I'm pretty sure those guys are going to hate the movie I'm getting ready to tell you about.
This week's Thursday Thriller is Ginger Snaps.
John Fawcett directed this 2000 comedic-tragedy about the Fitzgerald sisters, Brigitte (Emily Perkins) and Ginger (Katharine Isabelle).
The teenage girls are obsessed with death. They made their first suicide pact when they were 8 years old. For a class project they turn in a slideshow of themselves bloodied up, looking like they've killed themselves. As much dismay as this behavior causes their poor mother Pamela (portrayed hilariously by Mimi Rogers), she doesn't find it nearly as upsetting as the fact that neither of them have gotten their periods yet.

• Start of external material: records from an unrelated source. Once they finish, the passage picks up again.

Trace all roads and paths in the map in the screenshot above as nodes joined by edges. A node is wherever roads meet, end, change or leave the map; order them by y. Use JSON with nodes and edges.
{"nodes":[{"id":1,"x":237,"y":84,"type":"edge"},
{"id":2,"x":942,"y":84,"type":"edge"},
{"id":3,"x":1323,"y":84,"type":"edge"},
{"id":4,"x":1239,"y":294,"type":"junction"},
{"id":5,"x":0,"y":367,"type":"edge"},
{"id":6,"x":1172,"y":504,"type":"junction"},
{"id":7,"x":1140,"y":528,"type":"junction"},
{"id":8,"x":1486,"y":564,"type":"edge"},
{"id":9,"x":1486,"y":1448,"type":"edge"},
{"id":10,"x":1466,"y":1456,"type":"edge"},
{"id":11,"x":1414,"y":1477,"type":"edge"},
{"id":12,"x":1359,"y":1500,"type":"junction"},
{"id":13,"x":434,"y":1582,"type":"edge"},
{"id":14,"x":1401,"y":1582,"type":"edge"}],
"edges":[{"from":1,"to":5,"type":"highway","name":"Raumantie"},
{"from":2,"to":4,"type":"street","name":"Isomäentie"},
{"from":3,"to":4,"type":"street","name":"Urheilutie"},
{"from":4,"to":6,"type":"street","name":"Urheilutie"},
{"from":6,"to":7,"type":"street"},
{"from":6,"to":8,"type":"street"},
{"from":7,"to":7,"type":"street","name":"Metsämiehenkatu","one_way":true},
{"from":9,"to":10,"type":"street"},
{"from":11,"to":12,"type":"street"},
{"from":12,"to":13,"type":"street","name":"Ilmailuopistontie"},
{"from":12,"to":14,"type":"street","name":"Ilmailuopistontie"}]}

As you might expect, the Fitzgerald sisters aren't exactly popular at school. When Brigitte gets caught talking shit about a popular girl named Trina (Danielle Hampton), Trina knocks her down onto a mutilated dog carcass.
There are a lot of those around town, lately. Seems there's a beast at large.
Ginger and Brigitte conspire to take pictures of Trina's dog all gored up like they did themselves in the classroom slideshow and convince her the dog was killed by the beast -- or something like that -- but then Ginger gets her period, and then gets attacked by the beast.
She heals quickly and starts to change. Her hair is different. She starts dressing sexy. Pamela, ignorant of the monster attack, bakes Ginger a cake in honor of her newfound womanhood. The sisters argue about what's suddenly come over Ginger. Ginger insists that it's normal for her to be hungry, horny, moody and violent, but Brigitte swears that it's all lycanthropy-related, especially the tail, and insists on finding a cure. When Ginger starts feeling compelled to mutilate dogs in the neighborhood, she concedes the point, but like becoming a woman, eventually learns to like being a werewolf.
So you've got a menstruation allegory wrapped up in a werewolf story. Get it? Because once a month Ginger turns into a raging bitch. Corny, but fun.
Isabelle and Perkins play well together, and there are decent creature and gore effects throughout. As werewolf comedies go, I'd place it up there with WolfCop and An American Werewolf in London. As feminist horror goes, it pairs well with 2007's Teeth.
Ginger Snaps streams on Amazon Prime.